Clásicas del amor siempre es un abrazo cálido para mamá.

En mayo, cuando todo gira alrededor de las madres, hay planes que van más allá del típico regalo o la salida a comer. Uno de esos es “Divas y Más Divas” de Clásicas del Amor en Bogotá, un espectáculo que se siente más como un abrazo que como un concierto. Es de esos eventos donde uno no solo escucha música, sino que recuerda, se emociona y termina mirando de reojo a mamá para ver si también está cantando bajito.

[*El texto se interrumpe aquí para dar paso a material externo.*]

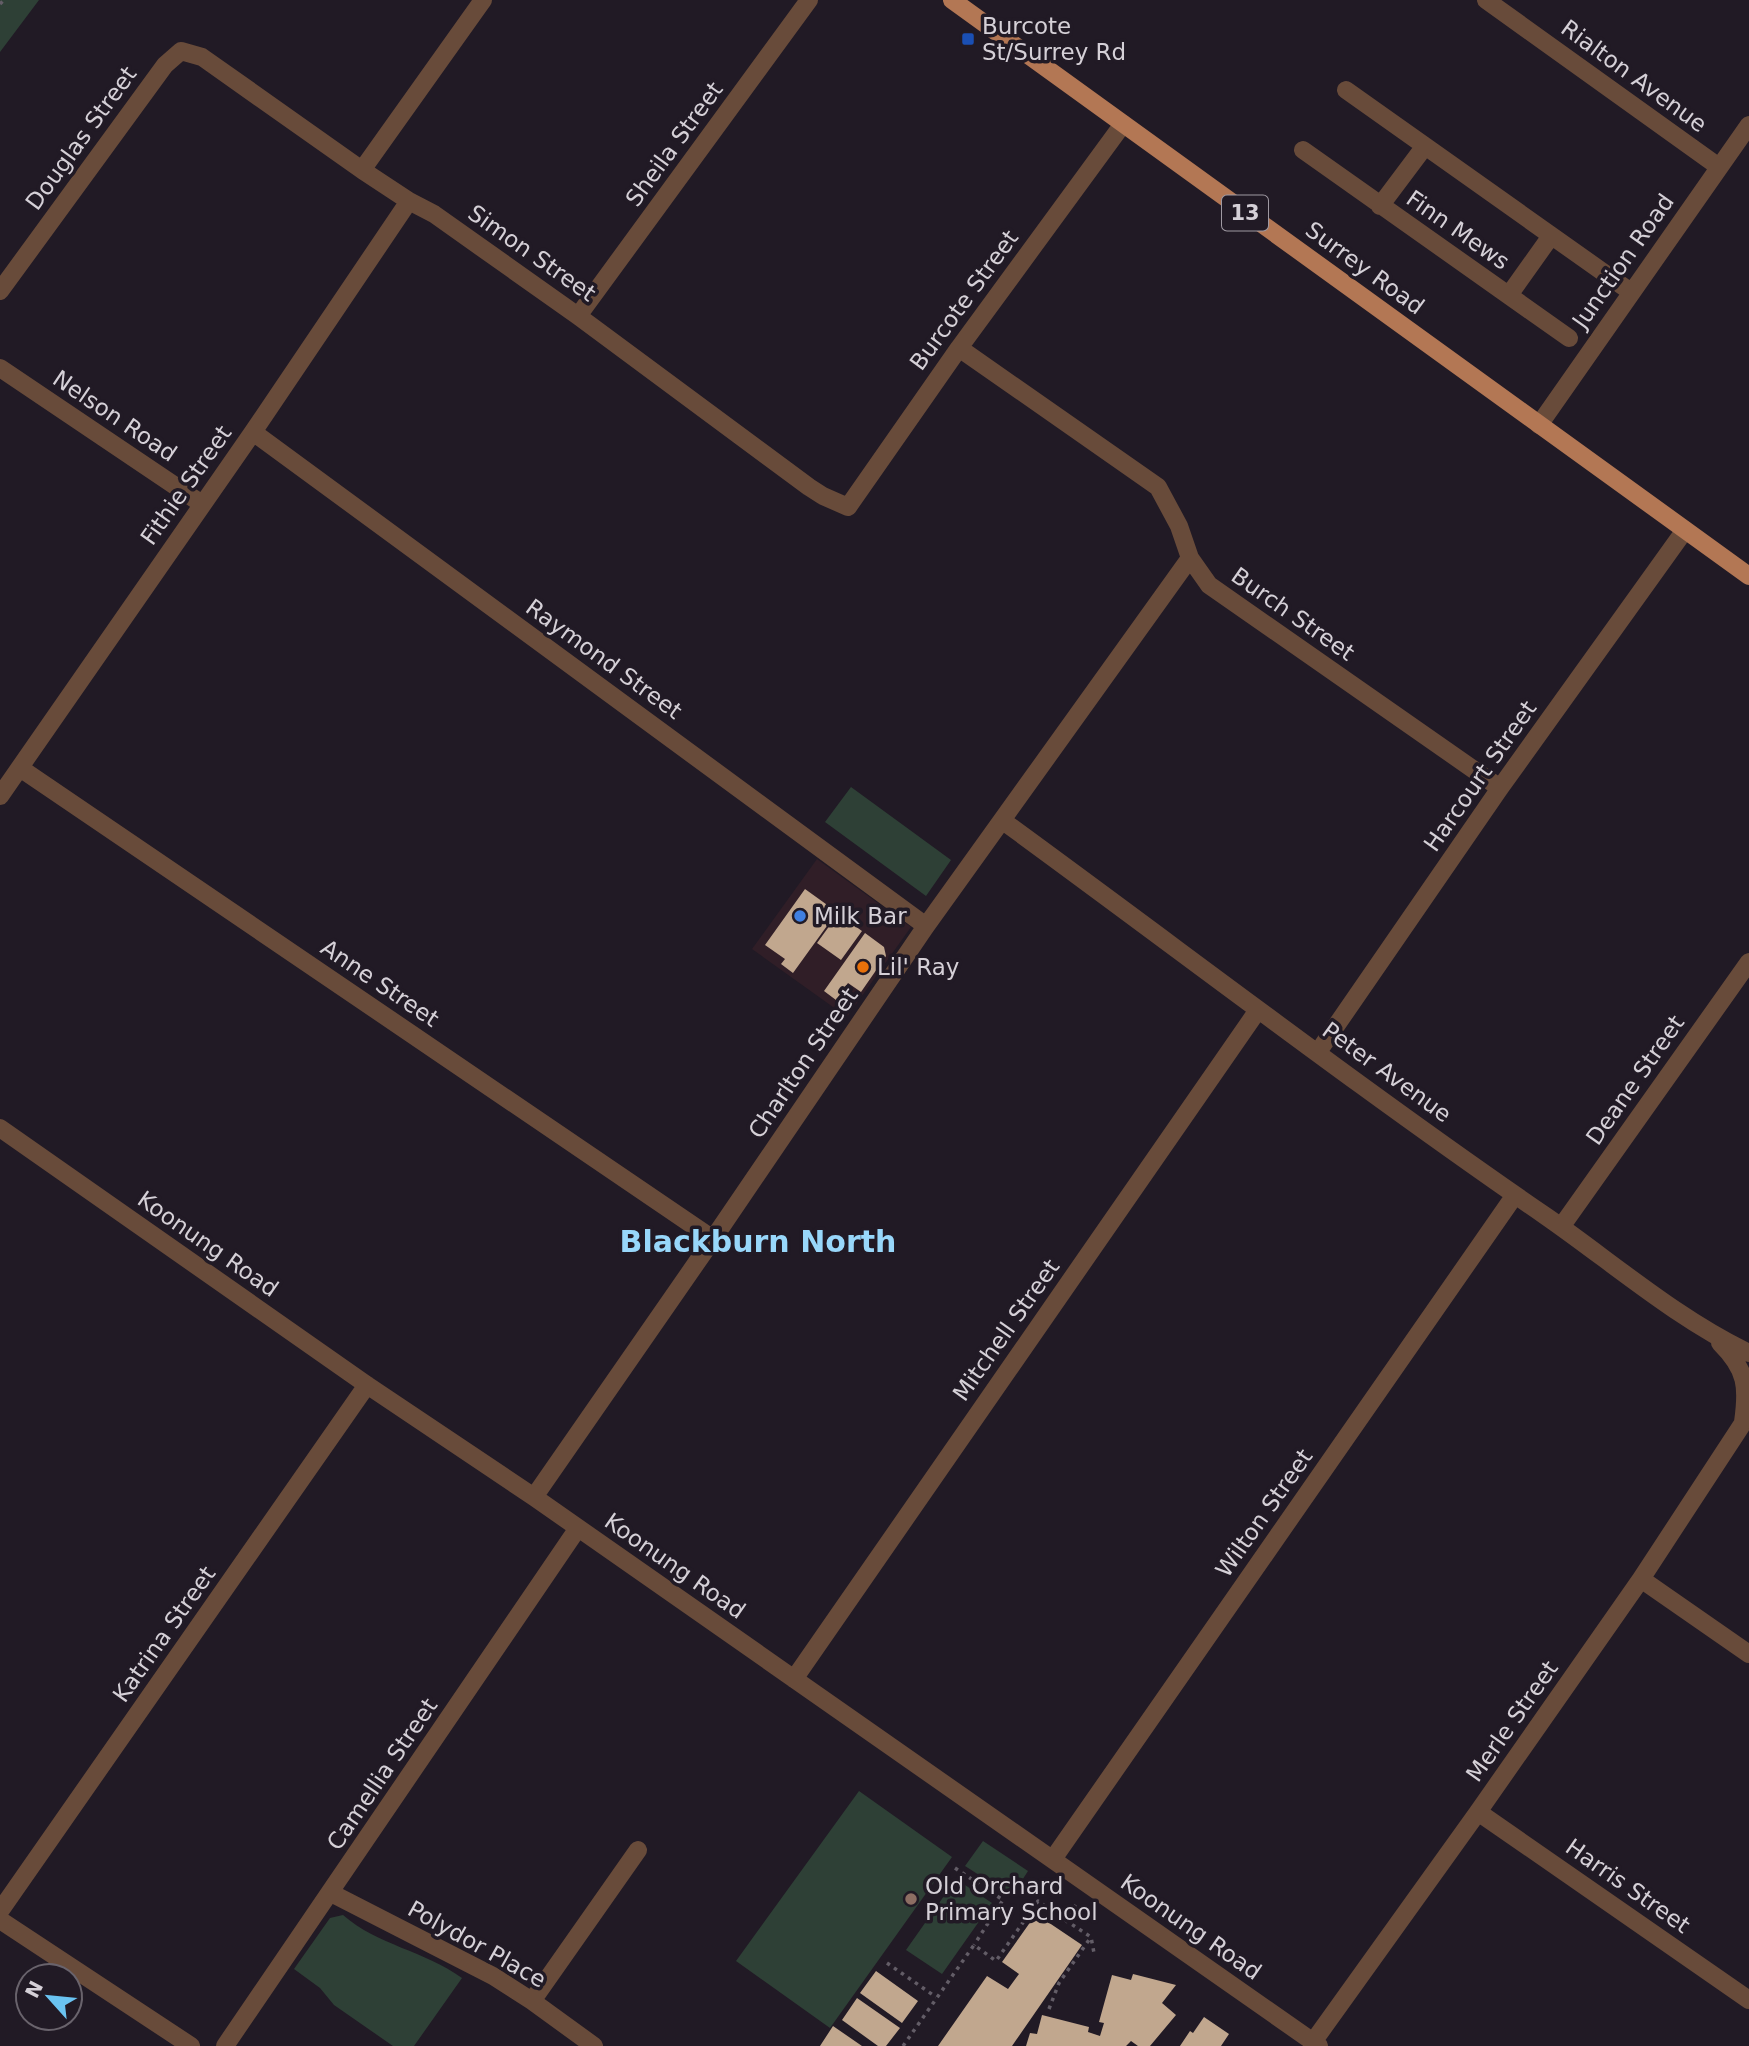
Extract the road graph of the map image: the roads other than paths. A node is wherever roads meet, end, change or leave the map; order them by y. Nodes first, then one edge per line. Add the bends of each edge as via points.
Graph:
1 (483, 0) edge
2 (809, 0) edge
3 (952, 0) edge
4 (1486, 0) edge
5 (181, 51) joint
6 (1346, 90) dead end
7 (1123, 124) junction
8 (1749, 125) edge
9 (1424, 146) junction
10 (1303, 150) dead end
11 (1719, 167) junction
12 (362, 170) junction
13 (410, 201) junction
14 (1380, 206) junction
15 (1551, 236) junction
16 (0, 291) edge
17 (1631, 292) junction
18 (1509, 295) junction
19 (578, 316) junction
20 (1569, 338) dead end
21 (959, 348) junction
22 (0, 368) edge
23 (1539, 425) junction
24 (253, 432) junction
25 (202, 504) junction
26 (848, 507) joint
27 (1685, 530) junction
28 (1190, 558) junction
29 (1749, 576) edge
30 (20, 768) junction
31 (1500, 789) junction
32 (0, 796) edge
33 (1003, 821) junction
34 (926, 926) junction
35 (1749, 962) edge
36 (1258, 1010) junction
37 (1318, 1052) junction
38 (0, 1128) edge
39 (1515, 1195) junction
40 (1561, 1227) junction
41 (713, 1239) junction
42 (1709, 1332) junction
43 (1749, 1353) edge
44 (367, 1385) junction
45 (1746, 1418) edge
46 (534, 1497) junction
47 (578, 1528) junction
48 (1641, 1579) junction
49 (1749, 1654) edge
50 (794, 1679) junction
51 (1478, 1812) junction
52 (638, 1850) dead end
53 (1053, 1859) junction
54 (331, 1893) junction
55 (0, 1911) edge
56 (0, 1920) edge
57 (1749, 2000) edge
58 (532, 2001) junction
59 (1316, 2044) edge
60 (191, 2046) edge
61 (225, 2046) edge
62 (593, 2046) edge

1 - 12 street
2 - 19 street, Sheila Street
3 - 7 main road, Surrey Road / 13
4 - 11 street, Rialton Avenue
5 - 12 street, Simon Street via 202,57
5 - 16 street, Douglas Street via 165,65
6 - 9 street
7 - 21 street, Burcote Street
7 - 23 main road, Surrey Road / 13
8 - 11 street, Junction Road
9 - 14 street, Finn Mews
9 - 15 street
10 - 14 street, Finn Mews
11 - 17 street, Junction Road
12 - 13 street, Simon Street
13 - 19 street, Simon Street
13 - 24 street, Fithie Street
14 - 18 street, Finn Mews
15 - 17 street
15 - 18 street, Finn Mews
17 - 23 street, Junction Road
18 - 20 street, Finn Mews
19 - 26 street, Simon Street via 809,487
21 - 26 street, Burcote Street
21 - 28 street, Burch Street via 1158,487
22 - 25 street, Nelson Road
23 - 27 main road, Surrey Road / 13
24 - 25 street, Fithie Street
24 - 34 street, Raymond Street
25 - 30 street, Fithie Street
27 - 29 main road, Surrey Road / 13
27 - 31 street, Harcourt Street
28 - 31 street, Burch Street via 1209,585
28 - 33 street, Charlton Street
30 - 32 street, Fithie Street
30 - 41 street, Anne Street
31 - 37 street, Harcourt Street
33 - 34 street, Charlton Street
33 - 36 street, Peter Avenue
34 - 41 street, Charlton Street
35 - 40 street, Deane Street
36 - 37 street, Peter Avenue
36 - 50 street, Mitchell Street
37 - 39 street, Peter Avenue
38 - 44 street, Koonung Road
39 - 40 street, Peter Avenue
39 - 53 street, Wilton Street
40 - 42 street, Peter Avenue
41 - 46 street, Charlton Street
42 - 43 street, Peter Avenue
42 - 45 street, Merle Street via 1740,1368 1747,1393
44 - 46 street, Koonung Road
44 - 55 street, Katrina Street
45 - 48 street, Merle Street
46 - 47 street, Koonung Road
47 - 50 street, Koonung Road
47 - 54 street, Camellia Street
48 - 49 street
48 - 51 street, Merle Street
50 - 53 street, Koonung Road
51 - 57 street, Harris Street
51 - 59 street, Merle Street
52 - 58 street
53 - 59 street, Koonung Road
54 - 58 street, Polydor Place via 493,1976
54 - 61 street, Camellia Street
56 - 60 street
58 - 62 street, Polydor Place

El show reúne canciones que muchas mamás han cantado toda la vida, con homenajes a voces como Ana Gabriel, Amanda Miguel o Whitney Houston. Pero más que imitar artistas, lo que logran es despertar recuerdos: viajes en familia, momentos difíciles superados, o simplemente esas canciones que sonaban mientras se hacía el almuerzo en casa. Es imposible no conectar.

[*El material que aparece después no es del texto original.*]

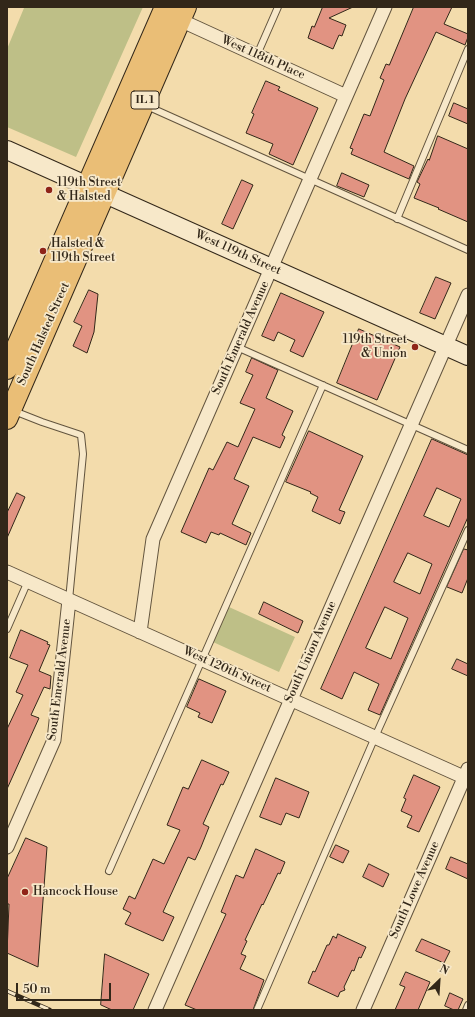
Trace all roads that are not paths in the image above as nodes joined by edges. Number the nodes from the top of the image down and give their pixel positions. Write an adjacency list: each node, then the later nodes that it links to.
1 (165, 7): 11 (main road, South Halsted Street / IL 1)
2 (278, 7): 6 (lane)
3 (385, 7): 7 (street, South Emerald Avenue)
4 (183, 14): 6 (street, West 118th Place); 8 (main road, South Halsted Street / IL 1)
5 (468, 49): 13 (lane)
6 (257, 55): 7 (street, West 118th Place)
7 (346, 96): 10 (street, South Emerald Avenue)
8 (144, 104): 10 (lane); 12 (main road, South Halsted Street / IL 1)
9 (7, 150): 11 (street, West 119th Street)
10 (310, 180): 13 (lane); 15 (street, South Emerald Avenue)
11 (87, 185): 12 (street, West 119th Street); 20 (main road, South Halsted Street / IL 1)
12 (105, 193): 15 (street, West 119th Street); 22 (main road, South Halsted Street / IL 1)
13 (397, 219): 14 (lane)
14 (468, 250)
15 (271, 268): 17 (street, West 119th Street); 18 (street, South Emerald Avenue)
16 (468, 295): 17 (street, South Union Avenue)
17 (446, 346): 19 (street, West 119th Street); 23 (street, South Union Avenue)
18 (237, 347): 21 (lane); 30 (street, South Emerald Avenue)
19 (468, 356)
20 (7, 368)
21 (323, 385): 23 (lane); 31 (lane)
22 (9, 414): 28 (lane)
23 (411, 424): 24 (lane); 32 (street, South Union Avenue)
24 (468, 450)
25 (468, 530): 33 (lane)
26 (7, 572): 27 (street, West 120th Street)
27 (28, 581): 28 (street, West 120th Street); 29 (lane)
28 (70, 600): 30 (street, West 120th Street); 35 (street, South Emerald Avenue)
29 (7, 629)
30 (140, 632): 31 (street, West 120th Street)
31 (202, 659): 32 (street, West 120th Street); 36 (lane)
32 (290, 699): 33 (street, West 120th Street); 38 (street, South Union Avenue)
33 (375, 737): 34 (street, West 120th Street); 39 (lane)
34 (467, 775): 40 (street, South Lowe Avenue)
35 (7, 847)
36 (109, 871)
37 (468, 1005): 41 (lane)
38 (155, 1010)
39 (257, 1010)
40 (363, 1010)
41 (466, 1010)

Y es que el mes de la madre también puede ser eso: tiempo de verdad. No algo rápido o por cumplir, sino una experiencia que se comparte. Ir a un espectáculo así cambia el plan típico por algo que se siente más especial, más pensado. Es sentarse juntos, cantar, reírse, y hasta emocionarse sin pena.

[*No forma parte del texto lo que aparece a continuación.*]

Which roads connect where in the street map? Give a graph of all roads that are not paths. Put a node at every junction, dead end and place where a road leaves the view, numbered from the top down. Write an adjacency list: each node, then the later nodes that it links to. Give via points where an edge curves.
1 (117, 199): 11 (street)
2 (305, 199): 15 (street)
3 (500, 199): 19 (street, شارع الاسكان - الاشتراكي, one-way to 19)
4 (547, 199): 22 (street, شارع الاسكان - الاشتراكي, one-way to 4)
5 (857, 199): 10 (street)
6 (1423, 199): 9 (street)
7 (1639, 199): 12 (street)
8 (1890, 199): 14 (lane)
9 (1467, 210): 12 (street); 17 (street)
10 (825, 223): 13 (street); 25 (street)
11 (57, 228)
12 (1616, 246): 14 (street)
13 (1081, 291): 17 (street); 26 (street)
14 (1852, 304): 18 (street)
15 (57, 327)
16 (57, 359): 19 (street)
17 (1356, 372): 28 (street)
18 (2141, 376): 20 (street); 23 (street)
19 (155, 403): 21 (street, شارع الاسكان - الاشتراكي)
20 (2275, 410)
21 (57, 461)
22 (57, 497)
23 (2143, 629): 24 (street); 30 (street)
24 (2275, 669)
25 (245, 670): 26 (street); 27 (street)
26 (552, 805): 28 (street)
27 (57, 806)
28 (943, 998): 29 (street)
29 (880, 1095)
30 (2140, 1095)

También tiene algo bonito: es un plan que funciona para varias generaciones al mismo tiempo. Puede ir la mamá, la abuela, los hijos, y todos encuentran algo propio en la música. Cada quien se lleva su recuerdo, su canción favorita, su momento. Y eso no pasa con cualquier plan.

Al final, salir de un lugar como el Teatro Cafam después de un show así deja una sensación distinta. No es solo “fuimos a un evento”, es “vivimos algo juntos”. Y en una fecha como esta, eso termina valiendo mucho más que cualquier regalo.

Y quizá lo más valioso es lo que pasa durante el show: ese momento en el que una canción le llega directo a mamá y cambia su expresión. A veces sonríe, a veces se le aguan los ojos, y uno entiende que ahí hay toda una historia que no siempre se dice con palabras. La música logra lo que muchas veces cuesta: decir gracias sin tener que explicarlo.

También es una oportunidad para verlas desde otro lugar. No solo como mamás, sino como mujeres que han vivido, amado, luchado y soñado. Por eso este tipo de homenajes conectan tanto: porque no celebran solo un rol, sino todo lo que hay detrás de él.

Al final, más allá del escenario, las luces y las canciones, lo que queda es ese recuerdo compartido. Uno que probablemente, con el tiempo, se convierta en otra de esas memorias que volverán a aparecer cuando suene una canción. Y ahí, otra vez, todo tendrá sentido.